I’m basically always living a lie. They don’t really know everything about me.
And that’s what I’ve been working up to tonight, or really, the past few weeks. It’s the reason I didn’t have an appetite, the reason why I couldn’t really focus on anything over the past week. Christmas break seemed to glide by at a snail’s pace because I promised myself it’d happen now, at some point over the break. Tonight feels like the right moment, even though I can’t really explain why. Maybe I’m riding some magical Christmas high.
’Tis the season, I suppose.
Too bad I don’t feel very jolly right now. Maybe I should’ve donned some more “gay apparel” to lighten the mood.
Some commercial starts playing, and a car company is running a sale for the “Ho-Ho-Holidays,” and out of the corner of my eyes, I see Dad shake his head.
“Ain’t right,” I hear him mutter.
Mariam walked me through this half a dozen times; I just have to wait for a good moment, a lull in the night, when we’re all feeling pretty good.
It was going to be fine; Mariam kept telling me that.
Everything was going to be fine and I was finally going to get this huge thing off my chest and it was going to be great and they’d respect what I was telling them.
And it was all going to be fine.
I keep telling myself that now is the right moment. Over and over again as the movie keeps playing and commercial breaks keep coming. But every time I open my mouth, the words fail me, and I can’t force them out.
I shouldn’t be scared.
But for some reason I am, no matter how much I’ve willed myself to not be. I can’t get over this feeling. Maybe it’s an omen or something. A sign that I shouldn’t do this. Except I have to do this. I can’t explain it; I just feel it inside me. And underneath all that, I really do think it’ll all be okay.
It’s cheesy, but I wait until the end of the movie, when everyone is together and happy and I see a smile on Mom’s face.
Dad looks indifferent, but he pretty much always looks that way.
It has to be now. I can actually feel it.
“Hey, I wanted to talk to you two about something,” I say, my voice really dry.
“Okay.” Mom leans back on the couch, tucking her legs underneath her and balancing her head in the palm of her hand. “What’s up?”
Dad reaches for the remote and turns the volume on the TV down.
“I …” I can do this. Just keep breathing.
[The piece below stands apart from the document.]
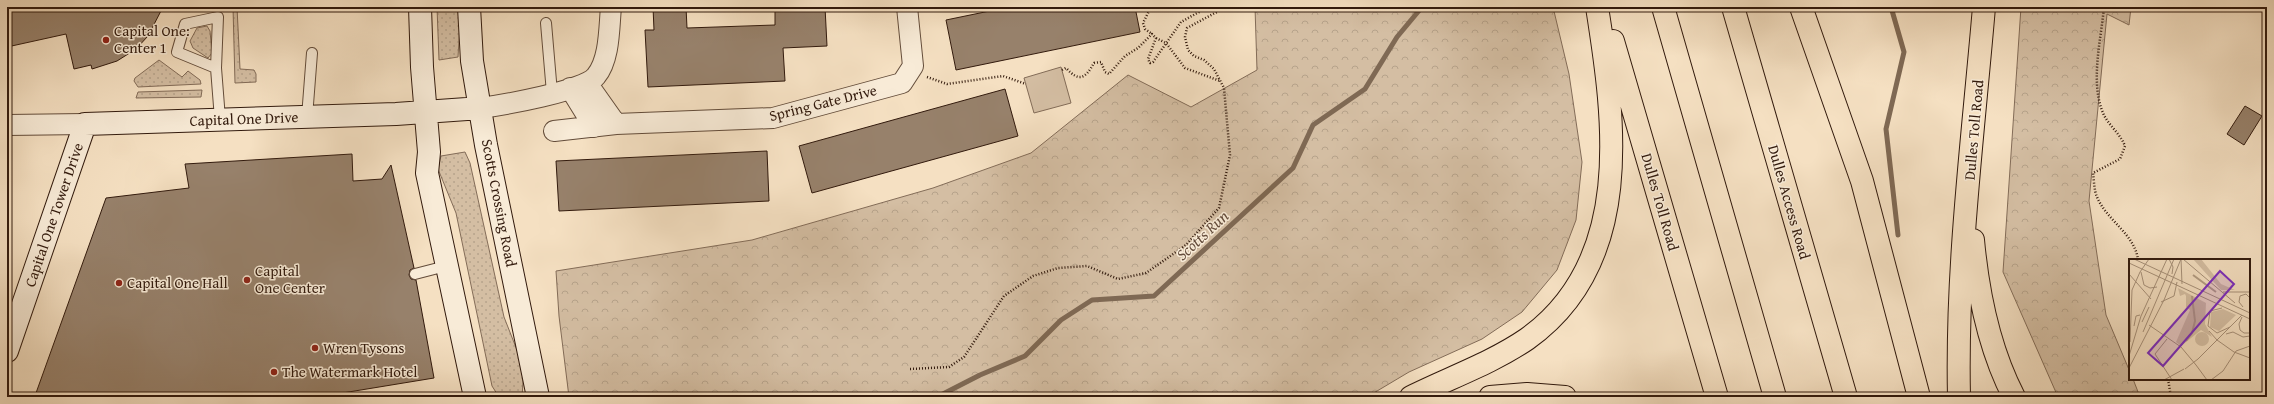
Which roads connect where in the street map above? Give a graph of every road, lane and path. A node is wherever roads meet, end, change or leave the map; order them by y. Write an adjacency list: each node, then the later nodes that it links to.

There’s that tightness in my stomach, like something is just twisting and twisting and it won’t let go until the moment is over. And everything will unravel, and I’ll feel free.
“I wanted to tell you two something.”
Dad looks at me now.
This is it.
It’s kinda funny actually; the script I wrote for myself, the one I typed in Word so I’d cover everything I wanted to, it’s just totally gone from my memory now. Like someone zapped it all away.
Maybe that’s for the best; maybe this is how I’ll be the most honest with them.
If it just comes from me and not some rehearsed version of myself, maybe that will help; maybe that’ll be better?
I tell them. Slowly.
At first, relief floods over me. I think I can actually feel myself relax.
I just wish that feeling could’ve lasted longer.
“Please pick up. Please pick up,” I whisper into the receiver of the pay phone, bracing against the sharp chill of the night, watching the glow of Christmas lights still hanging in shopwindows, even though it’s New Year’s Eve.
Just an hour, that’s all it’d taken for my life to crumble around me. And now I’m here, walking around downtown without any shoes, calling collect to a sister I haven’t seen, let alone spoken to, in a decade.